The Pug is charming, mischievous and loving and has been a favourite of royalty for centuries. They were a companion of Chinese emperors as well as a mascot to Holland’s royal House of Orange.
This high-class history means that Pugs can be well-trained but sometimes it can take a bit of work. Here are a few tips to help with the training of your new best friend.
Potty Training Tips For Your Pug
When it comes to potty training your Pug, the good news is that Pugs want to please their owners. They can be trained by using the right methods, lots of love and patience. Despite being stubborn at times.
One very effective training method is crate training. The crate needs to be the right size for your Pug to stand up in, turn around, and lie down. Placing toys inside the crate or feeding your pup in the crate will show them they are not being punished.
When you notice your pup whining and circling around, most likely they need to go to the potty. Take your Pug to the place you want them to go potty. Praising and giving them treats when they go in the right spot will reinforce that they have been a good pup.
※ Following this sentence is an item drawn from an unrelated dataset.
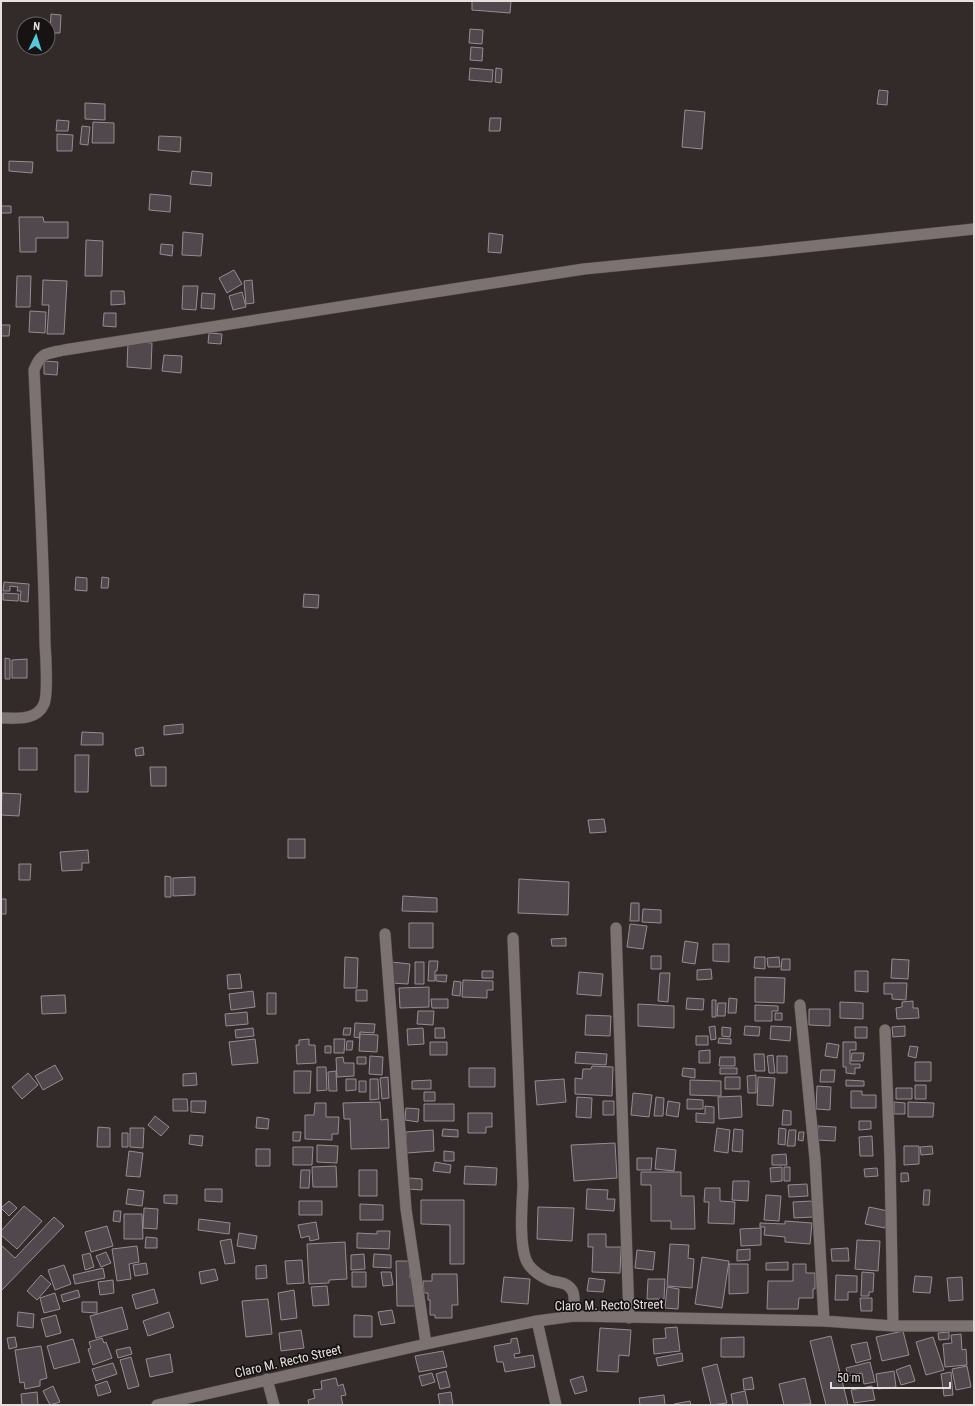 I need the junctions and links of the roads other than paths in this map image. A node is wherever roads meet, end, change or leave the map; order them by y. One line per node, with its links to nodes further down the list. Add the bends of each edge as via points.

If they are about to go in an inappropriate place, use a firm but calm “No” and lead them to the acceptable area.
The Scheduling Method
If you are not comfortable with the crate method of training, you can use the scheduling method. Your Pug needs to be taught where and when they can go potty. Using a set schedule will help with potty training your pup.
Your first trip outside should be when your Pug wakes up in the morning. Follow this up with a trip outside 15 to 20 minutes after they eat and another trip outside after your Pug awakes from a nap. And if your pup is sniffing different areas of the house, they are likely looking for a spot to go potty. Take them outside immediately in this situation.
No matter which method you use, it is important to guide your Pug to the same area each time you take them out. Eventually, they will seek out this spot on their own.
Socialising Tips For Your Pug
For a happy and friendly lifestyle, you should start socialising your Pug as soon as you bring them home.
Meeting your family will be your pup’s first step to socialisation. They will begin to feel at home when you allow them to sniff the surroundings and get used to their new home.
It is natural to be excited when you show off your new pup, but try to stay calm when introducing them to friends that visit so that they can mimic your behaviour. Children and puppies are a natural mix and you should encourage your Pug to play with children as much as possible. However, young children should be supervised while playing with your pup just in case.
A neighbourhood walk or a doggie play date with a friend’s dog will get your new best friend familiar with other dogs. Dog parks are also a great place for your Pug to socialise with other animals and make friends.
Over time you will need to travel with your Pug to the vet’s office or just for a fun trip. A dog car seat keeps your dog safe inside your car and is high enough that they can look out the window. If your dog seems to be anxious about being in the car, using a crate will help them feel safe and secure.
Apartment dwellers may need to walk their Pug on noisy city streets. Therefore, getting your young pup use to loud traffic noise is important and they should be comfortable walking by your side while on a leash.
The Pug’s personality makes them a natural for socialisation but they still need some training in this area. Keep introducing them to new situations, people and other animals and you will have a happy, confident pup.
Additional Training Advice for Pugs
Your Pug is exceptionally smart and wants to please you. But remember they are very sensitive and yelling will only produce anxiety in your new friend. Love and patience is the best approach to training and will bring many years of joy to both of you.